Write out the full listing below exactly as given.

* * * *

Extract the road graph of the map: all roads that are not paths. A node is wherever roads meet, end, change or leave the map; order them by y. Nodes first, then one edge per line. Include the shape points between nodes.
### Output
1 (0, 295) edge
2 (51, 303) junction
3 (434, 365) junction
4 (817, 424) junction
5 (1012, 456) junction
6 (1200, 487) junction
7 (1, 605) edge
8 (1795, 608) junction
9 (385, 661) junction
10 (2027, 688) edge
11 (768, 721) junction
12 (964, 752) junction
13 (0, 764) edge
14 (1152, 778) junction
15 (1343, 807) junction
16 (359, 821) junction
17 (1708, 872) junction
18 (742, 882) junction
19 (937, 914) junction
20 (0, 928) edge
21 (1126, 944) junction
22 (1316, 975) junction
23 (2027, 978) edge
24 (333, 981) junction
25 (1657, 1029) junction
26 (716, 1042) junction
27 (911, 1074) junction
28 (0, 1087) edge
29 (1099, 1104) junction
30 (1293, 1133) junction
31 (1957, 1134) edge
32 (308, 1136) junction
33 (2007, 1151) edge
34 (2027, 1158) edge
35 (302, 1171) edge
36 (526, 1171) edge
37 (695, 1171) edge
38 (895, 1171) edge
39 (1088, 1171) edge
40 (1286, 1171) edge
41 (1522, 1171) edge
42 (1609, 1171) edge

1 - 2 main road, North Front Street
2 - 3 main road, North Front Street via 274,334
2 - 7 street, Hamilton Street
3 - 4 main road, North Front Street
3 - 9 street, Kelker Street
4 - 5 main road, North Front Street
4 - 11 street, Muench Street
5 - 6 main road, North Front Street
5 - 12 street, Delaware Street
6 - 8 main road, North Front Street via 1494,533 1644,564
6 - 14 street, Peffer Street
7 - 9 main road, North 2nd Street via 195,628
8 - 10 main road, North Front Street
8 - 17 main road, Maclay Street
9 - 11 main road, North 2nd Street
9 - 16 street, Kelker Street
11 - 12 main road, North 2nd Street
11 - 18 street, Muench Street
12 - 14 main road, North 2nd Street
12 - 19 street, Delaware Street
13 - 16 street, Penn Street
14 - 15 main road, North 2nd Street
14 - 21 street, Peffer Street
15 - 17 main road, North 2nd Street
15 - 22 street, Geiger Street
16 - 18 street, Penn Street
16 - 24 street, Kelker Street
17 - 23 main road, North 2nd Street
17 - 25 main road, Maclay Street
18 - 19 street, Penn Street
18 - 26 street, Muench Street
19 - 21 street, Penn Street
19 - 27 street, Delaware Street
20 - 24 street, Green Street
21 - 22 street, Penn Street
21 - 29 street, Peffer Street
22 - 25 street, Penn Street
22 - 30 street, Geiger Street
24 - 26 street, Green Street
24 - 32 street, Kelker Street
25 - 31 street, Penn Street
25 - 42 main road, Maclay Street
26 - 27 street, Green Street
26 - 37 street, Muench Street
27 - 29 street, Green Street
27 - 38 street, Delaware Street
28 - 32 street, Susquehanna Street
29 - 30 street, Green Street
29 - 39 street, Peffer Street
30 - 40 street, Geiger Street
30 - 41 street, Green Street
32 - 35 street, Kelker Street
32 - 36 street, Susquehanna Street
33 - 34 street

* * * *

* **RESPONSE BOX**
Extract the road graph of the map: all roads that are not paths. A node is wherever roads meet, end, change or leave the map; order them by y. Nodes first, then one edge per line. Include the shape points between nodes.
### Output
1 (0, 295) edge
2 (51, 303) junction
3 (434, 365) junction
4 (817, 424) junction
5 (1012, 456) junction
6 (1200, 487) junction
7 (1, 605) edge
8 (1795, 608) junction
9 (385, 661) junction
10 (2027, 688) edge
11 (768, 721) junction
12 (964, 752) junction
13 (0, 764) edge
14 (1152, 778) junction
15 (1343, 807) junction
16 (359, 821) junction
17 (1708, 872) junction
18 (742, 882) junction
19 (937, 914) junction
20 (0, 928) edge
21 (1126, 944) junction
22 (1316, 975) junction
23 (2027, 978) edge
24 (333, 981) junction
25 (1657, 1029) junction
26 (716, 1042) junction
27 (911, 1074) junction
28 (0, 1087) edge
29 (1099, 1104) junction
30 (1293, 1133) junction
31 (1957, 1134) edge
32 (308, 1136) junction
33 (2007, 1151) edge
34 (2027, 1158) edge
35 (302, 1171) edge
36 (526, 1171) edge
37 (695, 1171) edge
38 (895, 1171) edge
39 (1088, 1171) edge
40 (1286, 1171) edge
41 (1522, 1171) edge
42 (1609, 1171) edge

1 - 2 main road, North Front Street
2 - 3 main road, North Front Street via 274,334
2 - 7 street, Hamilton Street
3 - 4 main road, North Front Street
3 - 9 street, Kelker Street
4 - 5 main road, North Front Street
4 - 11 street, Muench Street
5 - 6 main road, North Front Street
5 - 12 street, Delaware Street
6 - 8 main road, North Front Street via 1494,533 1644,564
6 - 14 street, Peffer Street
7 - 9 main road, North 2nd Street via 195,628
8 - 10 main road, North Front Street
8 - 17 main road, Maclay Street
9 - 11 main road, North 2nd Street
9 - 16 street, Kelker Street
11 - 12 main road, North 2nd Street
11 - 18 street, Muench Street
12 - 14 main road, North 2nd Street
12 - 19 street, Delaware Street
13 - 16 street, Penn Street
14 - 15 main road, North 2nd Street
14 - 21 street, Peffer Street
15 - 17 main road, North 2nd Street
15 - 22 street, Geiger Street
16 - 18 street, Penn Street
16 - 24 street, Kelker Street
17 - 23 main road, North 2nd Street
17 - 25 main road, Maclay Street
18 - 19 street, Penn Street
18 - 26 street, Muench Street
19 - 21 street, Penn Street
19 - 27 street, Delaware Street
20 - 24 street, Green Street
21 - 22 street, Penn Street
21 - 29 street, Peffer Street
22 - 25 street, Penn Street
22 - 30 street, Geiger Street
24 - 26 street, Green Street
24 - 32 street, Kelker Street
25 - 31 street, Penn Street
25 - 42 main road, Maclay Street
26 - 27 street, Green Street
26 - 37 street, Muench Street
27 - 29 street, Green Street
27 - 38 street, Delaware Street
28 - 32 street, Susquehanna Street
29 - 30 street, Green Street
29 - 39 street, Peffer Street
30 - 40 street, Geiger Street
30 - 41 street, Green Street
32 - 35 street, Kelker Street
32 - 36 street, Susquehanna Street
33 - 34 street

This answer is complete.